Halona Norton-Westbrook says it’s about purpose. Guyton’s goal is to actively engage the community. “It’s easy for audiences to embrace,” says Norton-Westbrook, a curator at the Toledo Museum of Art. Such works become stronger when they achieve the effect the artist intended.
An element of contemporary art is that it sometimes happens in the moment and sometimes in public spaces. “People respond to contemporary art experiences,” that can be “somewhere between being an object and an experience,” Norton-Westbrook says.

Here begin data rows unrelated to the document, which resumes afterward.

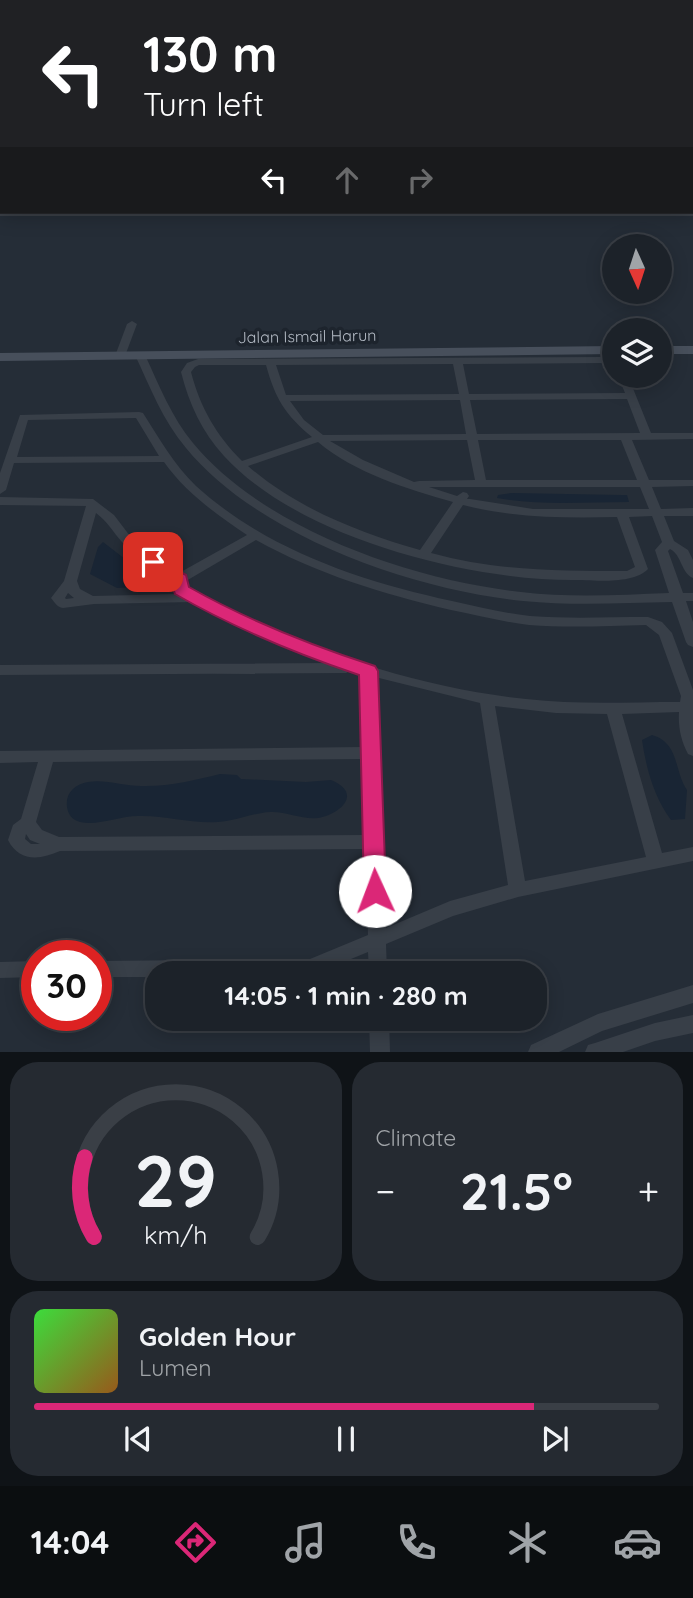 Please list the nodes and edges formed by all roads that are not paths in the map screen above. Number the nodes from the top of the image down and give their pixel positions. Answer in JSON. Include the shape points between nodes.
{"nodes":[{"id":1,"x":132,"y":324,"type":"dead end"},
{"id":2,"x":672,"y":350,"type":"edge"},
{"id":3,"x":693,"y":350,"type":"edge"},
{"id":4,"x":602,"y":351,"type":"edge"},
{"id":5,"x":140,"y":355,"type":"junction"},
{"id":6,"x":120,"y":356,"type":"junction"},
{"id":7,"x":0,"y":357,"type":"edge"},
{"id":8,"x":602,"y":360,"type":"edge"},
{"id":9,"x":458,"y":362,"type":"junction"},
{"id":10,"x":271,"y":363,"type":"junction"},
{"id":11,"x":628,"y":388,"type":"edge"},
{"id":12,"x":631,"y":396,"type":"junction"},
{"id":13,"x":464,"y":397,"type":"junction"},
{"id":14,"x":282,"y":398,"type":"junction"},
{"id":15,"x":625,"y":436,"type":"junction"},
{"id":16,"x":647,"y":436,"type":"junction"},
{"id":17,"x":693,"y":436,"type":"edge"},
{"id":18,"x":472,"y":437,"type":"junction"},
{"id":19,"x":319,"y":438,"type":"junction"},
{"id":20,"x":166,"y":458,"type":"junction"},
{"id":21,"x":10,"y":460,"type":"junction"},
{"id":22,"x":240,"y":464,"type":"junction"},
{"id":23,"x":693,"y":483,"type":"edge"},
{"id":24,"x":405,"y":484,"type":"junction"},
{"id":25,"x":476,"y":484,"type":"junction"},
{"id":26,"x":645,"y":484,"type":"junction"},
{"id":27,"x":0,"y":490,"type":"edge"},
{"id":28,"x":459,"y":500,"type":"junction"},
{"id":29,"x":0,"y":501,"type":"edge"},
{"id":30,"x":92,"y":504,"type":"junction"},
{"id":31,"x":621,"y":512,"type":"junction"},
{"id":32,"x":656,"y":512,"type":"junction"},
{"id":33,"x":693,"y":513,"type":"edge"},
{"id":34,"x":256,"y":535,"type":"junction"},
{"id":35,"x":669,"y":543,"type":"junction"},
{"id":36,"x":424,"y":554,"type":"junction"},
{"id":37,"x":693,"y":574,"type":"edge"},
{"id":38,"x":180,"y":579,"type":"junction"},
{"id":39,"x":196,"y":598,"type":"junction"},
{"id":40,"x":686,"y":598,"type":"edge"},
{"id":41,"x":693,"y":642,"type":"edge"},
{"id":42,"x":363,"y":669,"type":"junction"},
{"id":43,"x":0,"y":670,"type":"edge"},
{"id":44,"x":486,"y":700,"type":"junction"},
{"id":45,"x":613,"y":707,"type":"junction"},
{"id":46,"x":687,"y":707,"type":"junction"},
{"id":47,"x":693,"y":750,"type":"edge"},
{"id":48,"x":371,"y":753,"type":"junction"},
{"id":49,"x":0,"y":757,"type":"edge"},
{"id":50,"x":47,"y":757,"type":"junction"},
{"id":51,"x":28,"y":823,"type":"joint"},
{"id":52,"x":374,"y":842,"type":"junction"},
{"id":53,"x":58,"y":844,"type":"joint"},
{"id":54,"x":693,"y":854,"type":"edge"},
{"id":55,"x":656,"y":861,"type":"junction"},
{"id":56,"x":518,"y":890,"type":"junction"},
{"id":57,"x":377,"y":939,"type":"junction"},
{"id":58,"x":378,"y":961,"type":"edge"},
{"id":59,"x":21,"y":969,"type":"edge"},
{"id":60,"x":112,"y":969,"type":"edge"},
{"id":61,"x":0,"y":970,"type":"edge"},
{"id":62,"x":693,"y":994,"type":"edge"},
{"id":63,"x":693,"y":1024,"type":"edge"},
{"id":64,"x":379,"y":1031,"type":"edge"},
{"id":65,"x":380,"y":1052,"type":"edge"},
{"id":66,"x":538,"y":1052,"type":"edge"},
{"id":67,"x":594,"y":1052,"type":"edge"}],
"edges":[{"from":1,"to":6,"type":"street"},
{"from":2,"to":3,"type":"street"},
{"from":4,"to":5,"type":"street","name":"Jalan Ismail Harun"},
{"from":5,"to":6,"type":"street","name":"Jalan Ismail Harun"},
{"from":5,"to":40,"type":"street","via":[[170,418],[217,477],[302,532],[408,572],[481,590],[522,597]]},
{"from":6,"to":7,"type":"street","name":"Jalan Ismail Harun"},
{"from":8,"to":9,"type":"street"},
{"from":9,"to":10,"type":"street"},
{"from":9,"to":13,"type":"street"},
{"from":10,"to":14,"type":"street"},
{"from":10,"to":22,"type":"street","via":[[198,362],[186,372],[201,418]]},
{"from":11,"to":12,"type":"street"},
{"from":12,"to":13,"type":"street"},
{"from":12,"to":16,"type":"street"},
{"from":13,"to":14,"type":"street"},
{"from":13,"to":18,"type":"street"},
{"from":14,"to":19,"type":"street"},
{"from":15,"to":16,"type":"street"},
{"from":15,"to":18,"type":"street"},
{"from":15,"to":26,"type":"street"},
{"from":16,"to":17,"type":"street"},
{"from":18,"to":19,"type":"street"},
{"from":18,"to":25,"type":"street"},
{"from":19,"to":22,"type":"street"},
{"from":19,"to":24,"type":"street"},
{"from":20,"to":21,"type":"street"},
{"from":20,"to":21,"type":"street","via":[[139,415],[49,416],[24,417]]},
{"from":20,"to":34,"type":"street","via":[[192,488]]},
{"from":21,"to":27,"type":"street"},
{"from":22,"to":36,"type":"street","via":[[250,475],[324,517]]},
{"from":23,"to":26,"type":"street"},
{"from":24,"to":25,"type":"street"},
{"from":24,"to":28,"type":"street"},
{"from":25,"to":26,"type":"street"},
{"from":25,"to":28,"type":"street"},
{"from":26,"to":32,"type":"street"},
{"from":28,"to":31,"type":"street","via":[[533,513]]},
{"from":28,"to":36,"type":"street"},
{"from":29,"to":30,"type":"street","via":[[79,500]]},
{"from":30,"to":38,"type":"street","via":[[153,562]]},
{"from":30,"to":39,"type":"street","via":[[69,581],[58,598],[63,604]]},
{"from":31,"to":32,"type":"street"},
{"from":31,"to":36,"type":"street","via":[[642,569],[629,575],[517,573]]},
{"from":32,"to":33,"type":"street"},
{"from":32,"to":35,"type":"street"},
{"from":34,"to":38,"type":"street"},
{"from":34,"to":46,"type":"street","via":[[364,583],[430,602],[540,621],[648,621],[665,633],[688,696]]},
{"from":35,"to":37,"type":"street","via":[[682,550]]},
{"from":35,"to":40,"type":"street","via":[[661,551]]},
{"from":38,"to":39,"type":"street","via":[[181,590]]},
{"from":39,"to":42,"type":"street","via":[[299,648]]},
{"from":40,"to":41,"type":"street"},
{"from":42,"to":43,"type":"street"},
{"from":42,"to":44,"type":"street"},
{"from":42,"to":48,"type":"street"},
{"from":44,"to":45,"type":"street"},
{"from":44,"to":56,"type":"street"},
{"from":45,"to":46,"type":"street"},
{"from":45,"to":55,"type":"street"},
{"from":46,"to":47,"type":"street","via":[[686,726]]},
{"from":48,"to":50,"type":"street"},
{"from":48,"to":52,"type":"street"},
{"from":49,"to":50,"type":"street"},
{"from":50,"to":51,"type":"street"},
{"from":51,"to":53,"type":"street","via":[[16,840],[22,849],[33,852]]},
{"from":52,"to":53,"type":"street"},
{"from":52,"to":57,"type":"street"},
{"from":54,"to":55,"type":"street"},
{"from":55,"to":56,"type":"street"},
{"from":56,"to":57,"type":"street","via":[[450,909]]},
{"from":57,"to":58,"type":"street"},
{"from":57,"to":60,"type":"street","via":[[311,967]]},
{"from":59,"to":61,"type":"street"},
{"from":62,"to":66,"type":"street","via":[[598,1023]]},
{"from":63,"to":67,"type":"street"},
{"from":64,"to":65,"type":"street"}]}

Guyton, who drives a red 1999 Ford F-150 pickup, knows all this. “It’s about all kinds of people coming together, realizing we’re all in this together.”
The test of time
Longevity has its rewards. In the 1980s, Guyton said he was told he didn’t fit in as a student at Detroit’s College of Creative Studies — too outside the box for the art school. “But in 2009, they awarded me my [honorary] doctorate,” he says with pride. “I wasn’t going to accept it but Jenenne pulled my coattails and said ‘Go.’ ”
Whitfield, 54, “was sent,” he says, perhaps by angels. They met when she drove down Heidelberg Street 23 years ago and he engaged her in an hour-long conversation. She came back the next day; a year later, she quit her job at a bank and devoted herself to making the project — “the challenge of a lifetime,” she says — a success.
“We’ve always been partners. I do a lot of the writing.” She wrote grants, assembled a strong board of directors, and in 2009, received a $100,000 grant.
The couple live above the project’s office in an old building just off Woodward Avenue between downtown and the largely gentrified Wayne State University area. Guyton’s studio, below, is stacked with paintings on all sizes of boards and canvas.
At the UM museum, four cameras will show real-time rebuilding of the House of Soul memorial, now called the Holy Space. Its wooden skeleton, adorned with LPs, was built on the charred foundation of its predecessor.
“When you come to the Heidelberg Project, I want you to think — really think! My art is a medicine for the community. You can’t heal the land until you heal the minds of the people,” he wrote on his website.
At 3 p.m. Nov. 8, MaryAnn Wilkinson, the show’s curator, will speak about Guyton’s artistic journey. and at 3 p.m. Dec. 6, a pair of U-M professors will discuss his work. The free museum is at 525 S. State St. in Ann Arbor.